US semiconductor firm Broadcom has proposed to acquire all of the outstanding shares of Qualcomm for per share consideration of $70 in cash - a transaction valued at $130 billion. The proposal was made on Nov. 6, and represents a 28 percent premium over the closing price of Qualcomm common stock on Nov. 2, the last unaffected trading day prior to media speculation of a potential transaction.
The Broadcom proposal stands whether Qualcomm's pending acquisition of NXP is consummated on the currently disclosed terms of $110 per NXP share or the transaction is terminated. The proposed transaction is valued at approximately $130 billion on a pro forma basis, including $25 billion of net debt, giving effect to Qualcomm's pending acquisition of NXP on its currently disclosed terms.
The proposal comes after Qualcomm recently posted discouraging financial results which were negatively impacted by its ongoing dispute with Apple. Qualcomm reported revenues of $5.9 billion for Q4 2017 compared to $6.2 billion in Q4 2016 - a 5 percent drop. Qualcomm has been hit by antitrust fines, such as an $868 million fine imposed by the Korea Fair Trade Commission in the first quarter, and more.
"Our proposal provides Qualcomm stockholders with a substantial and immediate premium in cash for their shares, as well as the opportunity to participate in the upside potential of the combined company," said Hock Tan, President and Chief Executive Officer of Broadcom.
"This complementary transaction will position the combined company as a global communications leader with an impressive portfolio of technologies and products. We would not make this offer if we were not confident that our common global customers would embrace the proposed combination," Tan added.
Qualcomm's cellular business is highly complementary to Broadcom's portfolio, and the combination will create a strong, global company with an impressive portfolio of technologies and products, the company said in a press release.
Broadcom also maintains that the combined company will have an enhanced financial profile, benefiting from Broadcom's operating model with "industry-leading margins". The combined Broadcom and Qualcomm, including NXP, will have pro forma fiscal 2017 revenues of approximately $51 billion and pro forma 2017 EBITDA of approximately $23 billion, including synergies.
"Following the combination, Qualcomm will be best positioned to build on its legacy of innovation and invention," said Tan. "Given the common strengths of our businesses and our shared heritage of, and continued focus on, technology innovation, we are confident we can quickly realize the benefits of this compelling transaction for all stakeholders. Importantly, we believe that Qualcomm and Broadcom employees will benefit from substantial opportunities for growth and development as part of a larger company."

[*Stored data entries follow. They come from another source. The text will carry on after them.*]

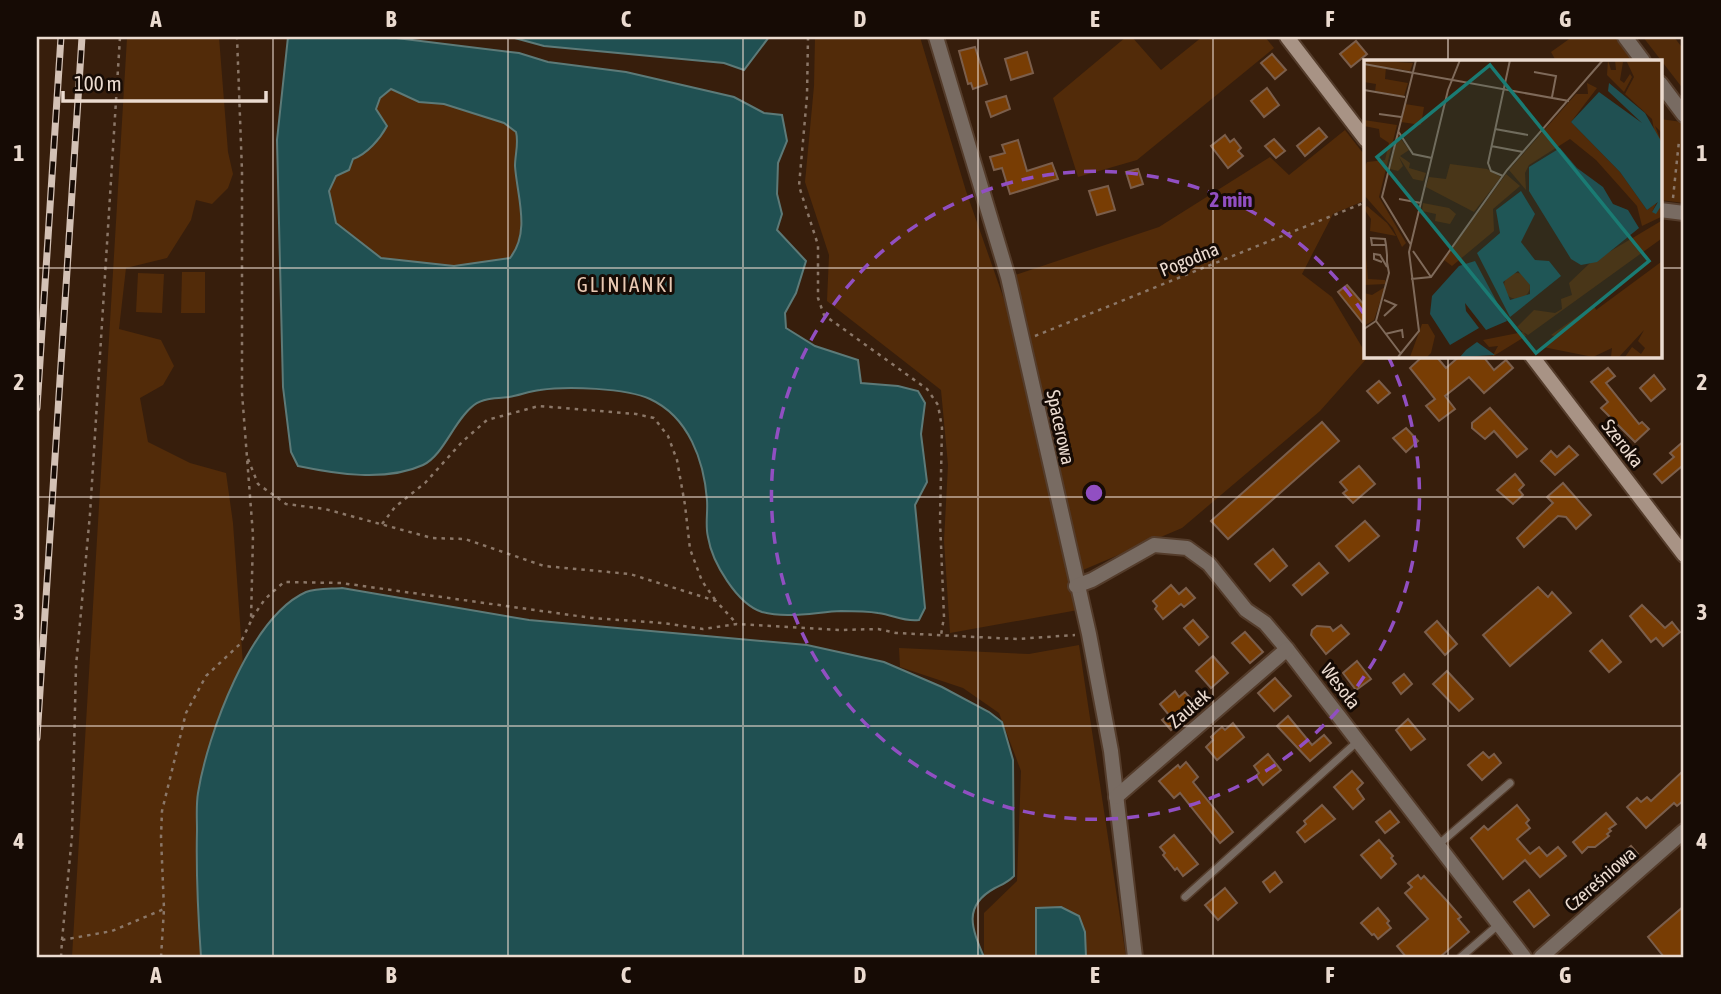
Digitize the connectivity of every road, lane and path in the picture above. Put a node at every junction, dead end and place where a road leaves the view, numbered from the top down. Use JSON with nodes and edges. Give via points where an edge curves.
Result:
{"nodes":[{"id":1,"x":120,"y":37,"type":"edge"},
{"id":2,"x":237,"y":37,"type":"edge"},
{"id":3,"x":808,"y":37,"type":"edge"},
{"id":4,"x":936,"y":37,"type":"edge"},
{"id":5,"x":1287,"y":37,"type":"edge"},
{"id":6,"x":1625,"y":37,"type":"edge"},
{"id":7,"x":1642,"y":60,"type":"edge"},
{"id":8,"x":1662,"y":86,"type":"edge"},
{"id":9,"x":1684,"y":115,"type":"edge"},
{"id":10,"x":1364,"y":136,"type":"edge"},
{"id":11,"x":1679,"y":141,"type":"dead end"},
{"id":12,"x":1364,"y":203,"type":"edge"},
{"id":13,"x":1672,"y":212,"type":"edge"},
{"id":14,"x":1023,"y":341,"type":"junction"},
{"id":15,"x":1533,"y":357,"type":"edge"},
{"id":16,"x":247,"y":456,"type":"junction"},
{"id":17,"x":382,"y":524,"type":"junction"},
{"id":18,"x":1684,"y":555,"type":"edge"},
{"id":19,"x":1076,"y":586,"type":"junction"},
{"id":20,"x":716,"y":601,"type":"junction"},
{"id":21,"x":251,"y":621,"type":"junction"},
{"id":22,"x":737,"y":624,"type":"junction"},
{"id":23,"x":941,"y":635,"type":"junction"},
{"id":24,"x":1088,"y":635,"type":"junction"},
{"id":25,"x":1287,"y":649,"type":"junction"},
{"id":26,"x":1359,"y":741,"type":"junction"},
{"id":27,"x":1510,"y":783,"type":"dead end"},
{"id":28,"x":1116,"y":797,"type":"junction"},
{"id":29,"x":1684,"y":831,"type":"edge"},
{"id":30,"x":1438,"y":845,"type":"junction"},
{"id":31,"x":1185,"y":897,"type":"dead end"},
{"id":32,"x":164,"y":909,"type":"junction"},
{"id":33,"x":1498,"y":925,"type":"junction"},
{"id":34,"x":62,"y":940,"type":"junction"},
{"id":35,"x":61,"y":957,"type":"edge"},
{"id":36,"x":161,"y":957,"type":"edge"},
{"id":37,"x":1135,"y":957,"type":"edge"},
{"id":38,"x":1461,"y":957,"type":"edge"},
{"id":39,"x":1524,"y":957,"type":"edge"},
{"id":40,"x":1542,"y":957,"type":"edge"}],
"edges":[{"from":1,"to":34,"type":"path","via":[[76,666],[72,836]]},
{"from":2,"to":16,"type":"path"},
{"from":3,"to":23,"type":"path","via":[[799,186],[818,245],[818,298],[824,315],[927,389],[938,405],[942,428]]},
{"from":4,"to":14,"type":"street","name":"Spacerowa"},
{"from":5,"to":10,"type":"street"},
{"from":6,"to":7,"type":"street"},
{"from":8,"to":9,"type":"street"},
{"from":11,"to":13,"type":"path"},
{"from":12,"to":14,"type":"path","name":"Pogodna"},
{"from":14,"to":19,"type":"street","name":"Spacerowa"},
{"from":15,"to":18,"type":"street","name":"Szeroka"},
{"from":16,"to":17,"type":"path","via":[[258,484],[286,505],[325,509]]},
{"from":16,"to":21,"type":"path","via":[[253,535]]},
{"from":17,"to":20,"type":"path","via":[[432,538],[465,539],[544,566],[630,574]]},
{"from":17,"to":20,"type":"path","via":[[487,420],[540,406],[654,418],[668,436],[677,460],[690,549],[702,581]]},
{"from":19,"to":24,"type":"street","name":"Spacerowa"},
{"from":19,"to":25,"type":"street","name":"Wesoła","via":[[1154,545],[1188,548],[1209,564],[1246,610],[1265,623]]},
{"from":20,"to":22,"type":"path"},
{"from":21,"to":22,"type":"path","via":[[265,599],[284,582],[341,583],[703,629]]},
{"from":21,"to":32,"type":"path","via":[[240,644],[206,676],[186,713],[162,811]]},
{"from":22,"to":23,"type":"path"},
{"from":23,"to":24,"type":"path","via":[[1017,639]]},
{"from":24,"to":28,"type":"street","name":"Spacerowa"},
{"from":25,"to":26,"type":"street","name":"Wesoła"},
{"from":25,"to":28,"type":"street","name":"Zaułek"},
{"from":26,"to":30,"type":"street","name":"Wesoła"},
{"from":26,"to":31,"type":"lane"},
{"from":27,"to":30,"type":"lane"},
{"from":28,"to":37,"type":"street","name":"Spacerowa"},
{"from":29,"to":40,"type":"street","name":"Czereśniowa"},
{"from":30,"to":33,"type":"street","name":"Wesoła"},
{"from":32,"to":34,"type":"path","via":[[112,932]]},
{"from":32,"to":36,"type":"path"},
{"from":33,"to":38,"type":"lane"},
{"from":33,"to":39,"type":"street","name":"Wesoła"},
{"from":34,"to":35,"type":"path"}]}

Broadcom's proposal was unanimously approved by the Board of Directors of Broadcom. Broadcom said it’s prepared to engage immediately in discussions with Qualcomm to work toward a mutually acceptable definitive agreement and said it’s ready to devote all necessary resources to finalize the necessary documentation on an expeditious basis.
The proposed transaction will not be subject to any financing condition, the company said. BofA Merrill Lynch, Citi, Deutsche Bank, J.P. Morgan and Morgan Stanley have advised Broadcom in writing that they are highly confident that they will be able to arrange the necessary debt financing for the proposed transaction.
Silver Lake Partners, which has served as a strategic partner to Broadcom in prior transactions, has provided Broadcom with a commitment letter for a $5 billion convertible debt financing in connection with the transaction. Broadcom expects that the proposed transaction would be completed within approximately 12 months following the signing of a definitive agreement.
"The Broadcom business continues to perform very well. Broadcom has completed five major acquisitions since 2013, and has a proven track record of rapidly deleveraging and successfully integrating companies to create value for our stockholders, employees and customers," said Thomas Krause, Broadcom Chief Financial Officer.
"Given the complementary nature of our products, we are confident that any regulatory requirements necessary to complete a combination with Qualcomm will be met in a timely manner," Krause added. "We look forward to engaging immediately in discussions with Qualcomm so that we can sign a definitive agreement and complete this transaction expeditiously."